## Prompt
This exercise asks for every line of the material that contains the word "ถนนบางกรวย".

## Available data
========================================================================
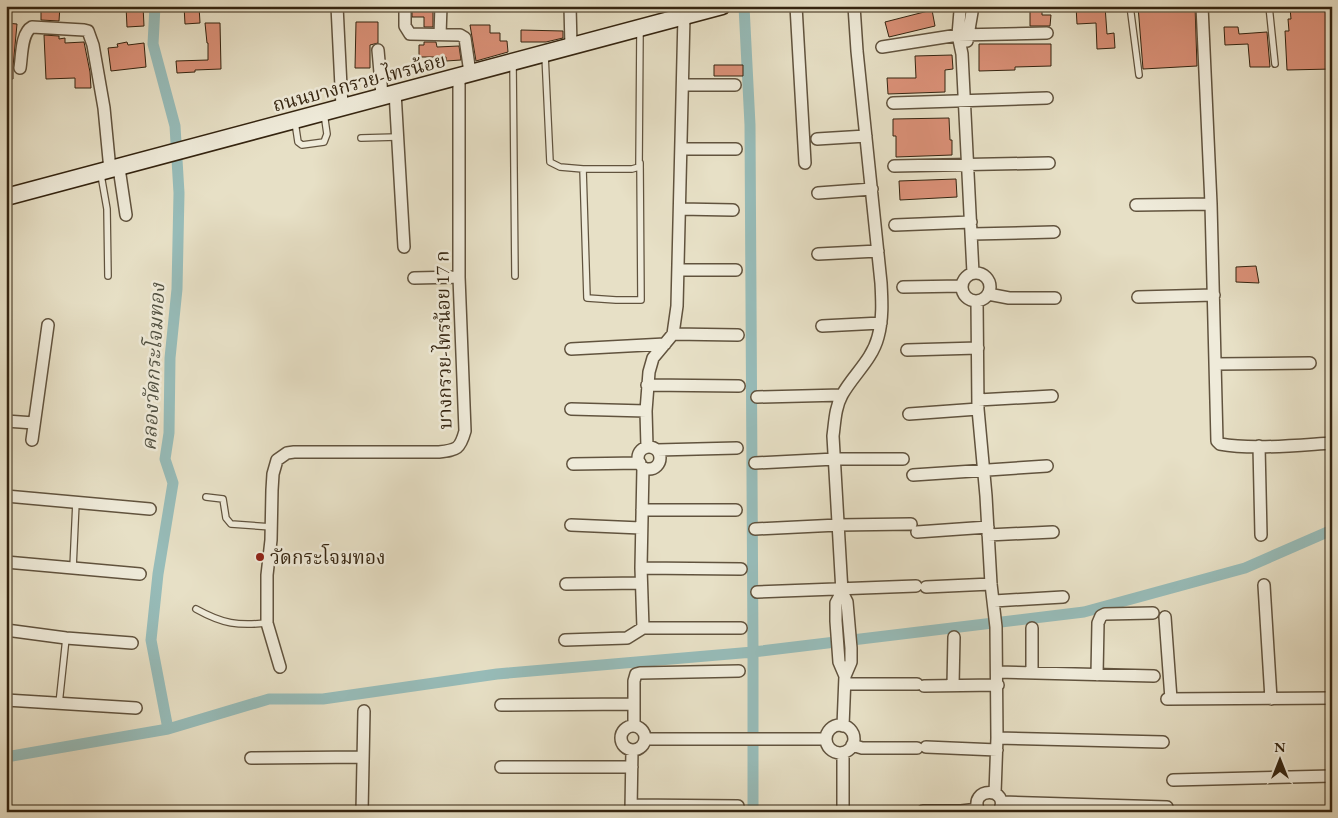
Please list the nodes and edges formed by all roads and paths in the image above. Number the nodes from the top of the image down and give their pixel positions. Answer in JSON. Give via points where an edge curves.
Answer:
{"nodes":[{"id":1,"x":337,"y":6,"type":"edge"},
{"id":2,"x":405,"y":6,"type":"edge"},
{"id":3,"x":441,"y":6,"type":"edge"},
{"id":4,"x":570,"y":6,"type":"edge"},
{"id":5,"x":722,"y":6,"type":"edge"},
{"id":6,"x":796,"y":6,"type":"edge"},
{"id":7,"x":854,"y":6,"type":"edge"},
{"id":8,"x":1130,"y":6,"type":"edge"},
{"id":9,"x":1202,"y":6,"type":"edge"},
{"id":10,"x":1269,"y":6,"type":"edge"},
{"id":11,"x":960,"y":11,"type":"dead end"},
{"id":12,"x":972,"y":12,"type":"dead end"},
{"id":13,"x":684,"y":16,"type":"junction"},
{"id":14,"x":640,"y":27,"type":"junction"},
{"id":15,"x":1047,"y":32,"type":"dead end"},
{"id":16,"x":440,"y":35,"type":"junction"},
{"id":17,"x":964,"y":35,"type":"junction"},
{"id":18,"x":570,"y":46,"type":"junction"},
{"id":19,"x":882,"y":48,"type":"dead end"},
{"id":20,"x":378,"y":50,"type":"dead end"},
{"id":21,"x":545,"y":53,"type":"junction"},
{"id":22,"x":513,"y":62,"type":"junction"},
{"id":23,"x":1275,"y":64,"type":"dead end"},
{"id":24,"x":20,"y":68,"type":"dead end"},
{"id":25,"x":464,"y":75,"type":"junction"},
{"id":26,"x":1138,"y":75,"type":"dead end"},
{"id":27,"x":683,"y":85,"type":"junction"},
{"id":28,"x":734,"y":85,"type":"dead end"},
{"id":29,"x":388,"y":94,"type":"junction"},
{"id":30,"x":1047,"y":98,"type":"dead end"},
{"id":31,"x":963,"y":100,"type":"junction"},
{"id":32,"x":893,"y":103,"type":"dead end"},
{"id":33,"x":342,"y":107,"type":"junction"},
{"id":34,"x":324,"y":111,"type":"junction"},
{"id":35,"x":295,"y":120,"type":"junction"},
{"id":36,"x":866,"y":136,"type":"junction"},
{"id":37,"x":397,"y":137,"type":"junction"},
{"id":38,"x":361,"y":138,"type":"dead end"},
{"id":39,"x":816,"y":139,"type":"dead end"},
{"id":40,"x":682,"y":148,"type":"junction"},
{"id":41,"x":736,"y":149,"type":"dead end"},
{"id":42,"x":640,"y":163,"type":"junction"},
{"id":43,"x":805,"y":163,"type":"dead end"},
{"id":44,"x":1049,"y":163,"type":"dead end"},
{"id":45,"x":967,"y":164,"type":"junction"},
{"id":46,"x":894,"y":166,"type":"dead end"},
{"id":47,"x":583,"y":169,"type":"junction"},
{"id":48,"x":110,"y":170,"type":"junction"},
{"id":49,"x":872,"y":189,"type":"junction"},
{"id":50,"x":818,"y":193,"type":"dead end"},
{"id":51,"x":6,"y":197,"type":"edge"},
{"id":52,"x":1211,"y":204,"type":"junction"},
{"id":53,"x":1136,"y":205,"type":"dead end"},
{"id":54,"x":680,"y":209,"type":"junction"},
{"id":55,"x":733,"y":210,"type":"dead end"},
{"id":56,"x":126,"y":215,"type":"dead end"},
{"id":57,"x":895,"y":225,"type":"dead end"},
{"id":58,"x":972,"y":228,"type":"junction"},
{"id":59,"x":1054,"y":232,"type":"dead end"},
{"id":60,"x":404,"y":247,"type":"dead end"},
{"id":61,"x":878,"y":251,"type":"junction"},
{"id":62,"x":818,"y":254,"type":"dead end"},
{"id":63,"x":679,"y":270,"type":"junction"},
{"id":64,"x":736,"y":270,"type":"dead end"},
{"id":65,"x":973,"y":274,"type":"junction"},
{"id":66,"x":108,"y":276,"type":"dead end"},
{"id":67,"x":515,"y":276,"type":"dead end"},
{"id":68,"x":459,"y":277,"type":"junction"},
{"id":69,"x":414,"y":278,"type":"dead end"},
{"id":70,"x":962,"y":286,"type":"junction"},
{"id":71,"x":904,"y":288,"type":"dead end"},
{"id":72,"x":988,"y":294,"type":"junction"},
{"id":73,"x":1214,"y":295,"type":"junction"},
{"id":74,"x":1138,"y":297,"type":"dead end"},
{"id":75,"x":1054,"y":298,"type":"dead end"},
{"id":76,"x":977,"y":301,"type":"junction"},
{"id":77,"x":881,"y":323,"type":"junction"},
{"id":78,"x":48,"y":324,"type":"dead end"},
{"id":79,"x":822,"y":326,"type":"dead end"},
{"id":80,"x":672,"y":334,"type":"junction"},
{"id":81,"x":738,"y":335,"type":"dead end"},
{"id":82,"x":664,"y":344,"type":"junction"},
{"id":83,"x":978,"y":348,"type":"junction"},
{"id":84,"x":570,"y":349,"type":"dead end"},
{"id":85,"x":907,"y":350,"type":"dead end"},
{"id":86,"x":1310,"y":363,"type":"dead end"},
{"id":87,"x":1216,"y":364,"type":"junction"},
{"id":88,"x":647,"y":385,"type":"junction"},
{"id":89,"x":739,"y":386,"type":"dead end"},
{"id":90,"x":842,"y":395,"type":"junction"},
{"id":91,"x":757,"y":396,"type":"dead end"},
{"id":92,"x":1052,"y":396,"type":"dead end"},
{"id":93,"x":978,"y":405,"type":"junction"},
{"id":94,"x":570,"y":409,"type":"dead end"},
{"id":95,"x":646,"y":410,"type":"junction"},
{"id":96,"x":909,"y":414,"type":"dead end"},
{"id":97,"x":6,"y":421,"type":"edge"},
{"id":98,"x":34,"y":423,"type":"junction"},
{"id":99,"x":32,"y":440,"type":"dead end"},
{"id":100,"x":1332,"y":443,"type":"edge"},
{"id":101,"x":1259,"y":446,"type":"junction"},
{"id":102,"x":652,"y":448,"type":"junction"},
{"id":103,"x":737,"y":448,"type":"dead end"},
{"id":104,"x":835,"y":459,"type":"junction"},
{"id":105,"x":904,"y":459,"type":"dead end"},
{"id":106,"x":755,"y":463,"type":"dead end"},
{"id":107,"x":573,"y":464,"type":"dead end"},
{"id":108,"x":642,"y":465,"type":"junction"},
{"id":109,"x":1047,"y":466,"type":"dead end"},
{"id":110,"x":984,"y":470,"type":"junction"},
{"id":111,"x":913,"y":475,"type":"dead end"},
{"id":112,"x":6,"y":496,"type":"edge"},
{"id":113,"x":206,"y":497,"type":"dead end"},
{"id":114,"x":76,"y":502,"type":"junction"},
{"id":115,"x":150,"y":509,"type":"dead end"},
{"id":116,"x":642,"y":510,"type":"junction"},
{"id":117,"x":736,"y":510,"type":"dead end"},
{"id":118,"x":571,"y":525,"type":"dead end"},
{"id":119,"x":838,"y":525,"type":"junction"},
{"id":120,"x":272,"y":527,"type":"junction"},
{"id":121,"x":641,"y":528,"type":"junction"},
{"id":122,"x":756,"y":529,"type":"dead end"},
{"id":123,"x":988,"y":531,"type":"junction"},
{"id":124,"x":1052,"y":532,"type":"dead end"},
{"id":125,"x":1261,"y":535,"type":"dead end"},
{"id":126,"x":6,"y":562,"type":"edge"},
{"id":127,"x":73,"y":568,"type":"junction"},
{"id":128,"x":641,"y":568,"type":"junction"},
{"id":129,"x":741,"y":569,"type":"dead end"},
{"id":130,"x":140,"y":574,"type":"dead end"},
{"id":131,"x":641,"y":583,"type":"junction"},
{"id":132,"x":566,"y":584,"type":"dead end"},
{"id":133,"x":991,"y":584,"type":"junction"},
{"id":134,"x":1264,"y":585,"type":"dead end"},
{"id":135,"x":842,"y":590,"type":"junction"},
{"id":136,"x":757,"y":592,"type":"dead end"},
{"id":137,"x":1063,"y":597,"type":"dead end"},
{"id":138,"x":994,"y":600,"type":"junction"},
{"id":139,"x":196,"y":609,"type":"dead end"},
{"id":140,"x":1153,"y":613,"type":"dead end"},
{"id":141,"x":1165,"y":617,"type":"dead end"},
{"id":142,"x":268,"y":622,"type":"junction"},
{"id":143,"x":643,"y":628,"type":"junction"},
{"id":144,"x":740,"y":628,"type":"dead end"},
{"id":145,"x":1032,"y":628,"type":"dead end"},
{"id":146,"x":6,"y":630,"type":"edge"},
{"id":147,"x":954,"y":637,"type":"dead end"},
{"id":148,"x":66,"y":638,"type":"junction"},
{"id":149,"x":565,"y":640,"type":"dead end"},
{"id":150,"x":132,"y":643,"type":"dead end"},
{"id":151,"x":280,"y":667,"type":"dead end"},
{"id":152,"x":739,"y":671,"type":"dead end"},
{"id":153,"x":998,"y":672,"type":"junction"},
{"id":154,"x":1032,"y":673,"type":"junction"},
{"id":155,"x":1097,"y":675,"type":"junction"},
{"id":156,"x":1154,"y":676,"type":"dead end"},
{"id":157,"x":845,"y":680,"type":"junction"},
{"id":158,"x":953,"y":685,"type":"junction"},
{"id":159,"x":998,"y":685,"type":"junction"},
{"id":160,"x":1332,"y":698,"type":"edge"},
{"id":161,"x":1271,"y":699,"type":"junction"},
{"id":162,"x":6,"y":700,"type":"edge"},
{"id":163,"x":59,"y":704,"type":"junction"},
{"id":164,"x":634,"y":704,"type":"junction"},
{"id":165,"x":502,"y":705,"type":"dead end"},
{"id":166,"x":136,"y":708,"type":"dead end"},
{"id":167,"x":364,"y":711,"type":"dead end"},
{"id":168,"x":634,"y":726,"type":"junction"},
{"id":169,"x":843,"y":726,"type":"junction"},
{"id":170,"x":646,"y":739,"type":"junction"},
{"id":171,"x":826,"y":739,"type":"junction"},
{"id":172,"x":1163,"y":742,"type":"dead end"},
{"id":173,"x":997,"y":744,"type":"junction"},
{"id":174,"x":848,"y":749,"type":"junction"},
{"id":175,"x":632,"y":750,"type":"junction"},
{"id":176,"x":363,"y":757,"type":"junction"},
{"id":177,"x":251,"y":758,"type":"dead end"},
{"id":178,"x":501,"y":767,"type":"dead end"},
{"id":179,"x":632,"y":767,"type":"junction"},
{"id":180,"x":1332,"y":776,"type":"edge"},
{"id":181,"x":1173,"y":780,"type":"dead end"},
{"id":182,"x":999,"y":802,"type":"edge"},
{"id":183,"x":738,"y":806,"type":"dead end"},
{"id":184,"x":1167,"y":807,"type":"dead end"},
{"id":185,"x":631,"y":808,"type":"edge"},
{"id":186,"x":978,"y":810,"type":"edge"},
{"id":187,"x":923,"y":811,"type":"edge"},
{"id":188,"x":362,"y":812,"type":"edge"},
{"id":189,"x":843,"y":812,"type":"edge"}],
"edges":[{"from":1,"to":33,"type":"street"},
{"from":2,"to":16,"type":"street","name":"บางกรวย-ไทรน้อย 17 ก","via":[[405,26],[410,34]]},
{"from":3,"to":16,"type":"street"},
{"from":4,"to":18,"type":"street"},
{"from":5,"to":13,"type":"main road","name":"ถนนบางกรวย-ไทรน้อย"},
{"from":6,"to":43,"type":"street"},
{"from":7,"to":36,"type":"street"},
{"from":8,"to":26,"type":"lane"},
{"from":9,"to":52,"type":"street"},
{"from":10,"to":23,"type":"lane"},
{"from":11,"to":17,"type":"street"},
{"from":12,"to":17,"type":"street"},
{"from":13,"to":14,"type":"main road","name":"ถนนบางกรวย-ไทรน้อย"},
{"from":13,"to":27,"type":"street"},
{"from":14,"to":18,"type":"main road","name":"ถนนบางกรวย-ไทรน้อย"},
{"from":14,"to":42,"type":"lane"},
{"from":15,"to":17,"type":"street"},
{"from":16,"to":25,"type":"street","name":"บางกรวย-ไทรน้อย 17 ก","via":[[465,38]]},
{"from":17,"to":19,"type":"street"},
{"from":17,"to":31,"type":"street"},
{"from":18,"to":21,"type":"main road","name":"ถนนบางกรวย-ไทรน้อย"},
{"from":20,"to":29,"type":"street"},
{"from":21,"to":22,"type":"main road","name":"ถนนบางกรวย-ไทรน้อย"},
{"from":21,"to":47,"type":"lane","via":[[550,162],[560,167]]},
{"from":22,"to":25,"type":"main road","name":"ถนนบางกรวย-ไทรน้อย"},
{"from":22,"to":67,"type":"lane"},
{"from":24,"to":48,"type":"street","via":[[25,36],[32,27],[88,31],[103,100]]},
{"from":25,"to":29,"type":"main road","name":"ถนนบางกรวย-ไทรน้อย"},
{"from":25,"to":68,"type":"street","name":"บางกรวย-ไทรน้อย 17 ก"},
{"from":27,"to":28,"type":"street"},
{"from":27,"to":40,"type":"street"},
{"from":29,"to":33,"type":"main road","name":"ถนนบางกรวย-ไทรน้อย"},
{"from":29,"to":37,"type":"street"},
{"from":30,"to":31,"type":"street"},
{"from":31,"to":32,"type":"street"},
{"from":31,"to":45,"type":"street"},
{"from":33,"to":34,"type":"main road","name":"ถนนบางกรวย-ไทรน้อย"},
{"from":34,"to":35,"type":"main road","name":"ถนนบางกรวย-ไทรน้อย"},
{"from":34,"to":35,"type":"lane","via":[[327,134],[324,142],[302,145],[298,142]]},
{"from":35,"to":48,"type":"main road","name":"ถนนบางกรวย-ไทรน้อย"},
{"from":36,"to":39,"type":"street"},
{"from":36,"to":49,"type":"street"},
{"from":37,"to":38,"type":"lane"},
{"from":37,"to":60,"type":"street"},
{"from":40,"to":41,"type":"street"},
{"from":40,"to":54,"type":"street"},
{"from":42,"to":47,"type":"lane","via":[[636,168]]},
{"from":42,"to":47,"type":"lane","via":[[641,300],[586,298]]},
{"from":44,"to":45,"type":"street"},
{"from":45,"to":46,"type":"street"},
{"from":45,"to":58,"type":"street"},
{"from":48,"to":51,"type":"main road","name":"ถนนบางกรวย-ไทรน้อย"},
{"from":48,"to":56,"type":"street"},
{"from":48,"to":66,"type":"lane"},
{"from":49,"to":50,"type":"street"},
{"from":49,"to":61,"type":"street"},
{"from":52,"to":53,"type":"street"},
{"from":52,"to":73,"type":"street"},
{"from":54,"to":55,"type":"street"},
{"from":54,"to":63,"type":"street"},
{"from":57,"to":58,"type":"street"},
{"from":58,"to":59,"type":"street"},
{"from":58,"to":65,"type":"street"},
{"from":61,"to":62,"type":"street"},
{"from":61,"to":77,"type":"street"},
{"from":63,"to":64,"type":"street"},
{"from":63,"to":80,"type":"street","via":[[678,306]]},
{"from":65,"to":70,"type":"street","via":[[964,280]]},
{"from":65,"to":72,"type":"street","via":[[980,274],[989,282]]},
{"from":68,"to":69,"type":"street"},
{"from":68,"to":120,"type":"street","name":"บางกรวย-ไทรน้อย 17 ก","via":[[465,431],[461,443],[454,450],[439,452],[288,453],[277,460]]},
{"from":70,"to":71,"type":"street"},
{"from":70,"to":76,"type":"street","via":[[966,297]]},
{"from":72,"to":75,"type":"street","via":[[1009,298]]},
{"from":72,"to":76,"type":"street"},
{"from":73,"to":74,"type":"street"},
{"from":73,"to":87,"type":"street"},
{"from":76,"to":83,"type":"street"},
{"from":77,"to":79,"type":"street"},
{"from":77,"to":90,"type":"street","via":[[870,355]]},
{"from":78,"to":98,"type":"street"},
{"from":80,"to":81,"type":"street"},
{"from":80,"to":82,"type":"street"},
{"from":82,"to":84,"type":"street"},
{"from":82,"to":88,"type":"street","via":[[653,358]]},
{"from":83,"to":85,"type":"street"},
{"from":83,"to":93,"type":"street"},
{"from":86,"to":87,"type":"street"},
{"from":87,"to":101,"type":"street","via":[[1217,440],[1226,446]]},
{"from":88,"to":89,"type":"street"},
{"from":88,"to":95,"type":"street"},
{"from":90,"to":91,"type":"street"},
{"from":90,"to":104,"type":"street","via":[[836,410]]},
{"from":92,"to":93,"type":"street"},
{"from":93,"to":96,"type":"street"},
{"from":93,"to":110,"type":"street"},
{"from":94,"to":95,"type":"street"},
{"from":95,"to":102,"type":"street"},
{"from":97,"to":98,"type":"street"},
{"from":98,"to":99,"type":"street"},
{"from":100,"to":101,"type":"street"},
{"from":101,"to":125,"type":"street"},
{"from":102,"to":103,"type":"street"},
{"from":102,"to":108,"type":"street","via":[[642,449],[639,453]]},
{"from":102,"to":108,"type":"street","via":[[660,460],[658,465],[648,469]]},
{"from":104,"to":105,"type":"street"},
{"from":104,"to":106,"type":"street"},
{"from":104,"to":119,"type":"street"},
{"from":107,"to":108,"type":"street"},
{"from":108,"to":116,"type":"street"},
{"from":109,"to":110,"type":"street"},
{"from":110,"to":111,"type":"street"},
{"from":110,"to":123,"type":"street"},
{"from":112,"to":114,"type":"street"},
{"from":113,"to":120,"type":"lane","via":[[223,498],[226,518],[231,524]]},
{"from":114,"to":115,"type":"street"},
{"from":114,"to":127,"type":"lane"},
{"from":116,"to":117,"type":"street"},
{"from":116,"to":121,"type":"street"},
{"from":118,"to":121,"type":"street"},
{"from":119,"to":122,"type":"street"},
{"from":119,"to":123,"type":"street"},
{"from":119,"to":135,"type":"street"},
{"from":120,"to":142,"type":"street","name":"บางกรวย-ไทรน้อย 17 ก","via":[[267,575]]},
{"from":121,"to":128,"type":"street"},
{"from":123,"to":124,"type":"street"},
{"from":123,"to":133,"type":"street"},
{"from":126,"to":127,"type":"street"},
{"from":127,"to":130,"type":"street"},
{"from":128,"to":129,"type":"street"},
{"from":128,"to":131,"type":"street"},
{"from":131,"to":132,"type":"street"},
{"from":131,"to":143,"type":"street"},
{"from":133,"to":135,"type":"street"},
{"from":133,"to":138,"type":"street"},
{"from":134,"to":161,"type":"street"},
{"from":135,"to":136,"type":"street"},
{"from":135,"to":157,"type":"street","via":[[847,602],[851,648],[851,662]]},
{"from":135,"to":157,"type":"street","via":[[836,603],[836,621],[839,662]]},
{"from":137,"to":138,"type":"street"},
{"from":138,"to":153,"type":"street"},
{"from":139,"to":142,"type":"lane","via":[[213,619],[231,623]]},
{"from":140,"to":155,"type":"street","via":[[1101,616]]},
{"from":141,"to":161,"type":"street","via":[[1169,699]]},
{"from":142,"to":151,"type":"street","name":"บางกรวย-ไทรน้อย 17 ก"},
{"from":143,"to":144,"type":"street"},
{"from":143,"to":149,"type":"street","via":[[627,638]]},
{"from":145,"to":154,"type":"street"},
{"from":146,"to":148,"type":"street"},
{"from":147,"to":158,"type":"street"},
{"from":148,"to":150,"type":"street"},
{"from":148,"to":163,"type":"lane"},
{"from":152,"to":164,"type":"street","via":[[640,672],[634,676]]},
{"from":153,"to":154,"type":"street"},
{"from":153,"to":159,"type":"street"},
{"from":154,"to":155,"type":"street"},
{"from":155,"to":156,"type":"street"},
{"from":157,"to":158,"type":"street"},
{"from":157,"to":169,"type":"street"},
{"from":158,"to":159,"type":"street"},
{"from":159,"to":173,"type":"street"},
{"from":160,"to":161,"type":"street"},
{"from":162,"to":163,"type":"street"},
{"from":163,"to":166,"type":"street"},
{"from":164,"to":165,"type":"street"},
{"from":164,"to":168,"type":"street"},
{"from":167,"to":176,"type":"street"},
{"from":168,"to":170,"type":"street","via":[[643,730]]},
{"from":168,"to":175,"type":"street","via":[[625,728],[621,737],[624,746]]},
{"from":169,"to":171,"type":"street","via":[[832,728]]},
{"from":169,"to":174,"type":"street","via":[[853,734],[854,742]]},
{"from":170,"to":171,"type":"street"},
{"from":170,"to":175,"type":"street","via":[[641,747]]},
{"from":171,"to":174,"type":"street","via":[[831,750]]},
{"from":172,"to":173,"type":"street"},
{"from":173,"to":174,"type":"street"},
{"from":173,"to":182,"type":"street"},
{"from":174,"to":189,"type":"street"},
{"from":175,"to":179,"type":"street"},
{"from":176,"to":177,"type":"street"},
{"from":176,"to":188,"type":"street"},
{"from":178,"to":179,"type":"street"},
{"from":179,"to":185,"type":"street"},
{"from":180,"to":181,"type":"street"},
{"from":182,"to":184,"type":"street"},
{"from":182,"to":186,"type":"street","via":[[991,792],[983,794],[978,801]]},
{"from":183,"to":185,"type":"street"},
{"from":186,"to":187,"type":"street"}]}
========================================================================
## Answer for this exercise
{"from":5,"to":13,"type":"main road","name":"ถนนบางกรวย-ไทรน้อย"},
{"from":13,"to":14,"type":"main road","name":"ถนนบางกรวย-ไทรน้อย"},
{"from":14,"to":18,"type":"main road","name":"ถนนบางกรวย-ไทรน้อย"},
{"from":18,"to":21,"type":"main road","name":"ถนนบางกรวย-ไทรน้อย"},
{"from":21,"to":22,"type":"main road","name":"ถนนบางกรวย-ไทรน้อย"},
{"from":22,"to":25,"type":"main road","name":"ถนนบางกรวย-ไทรน้อย"},
{"from":25,"to":29,"type":"main road","name":"ถนนบางกรวย-ไทรน้อย"},
{"from":29,"to":33,"type":"main road","name":"ถนนบางกรวย-ไทรน้อย"},
{"from":33,"to":34,"type":"main road","name":"ถนนบางกรวย-ไทรน้อย"},
{"from":34,"to":35,"type":"main road","name":"ถนนบางกรวย-ไทรน้อย"},
{"from":35,"to":48,"type":"main road","name":"ถนนบางกรวย-ไทรน้อย"},
{"from":48,"to":51,"type":"main road","name":"ถนนบางกรวย-ไทรน้อย"},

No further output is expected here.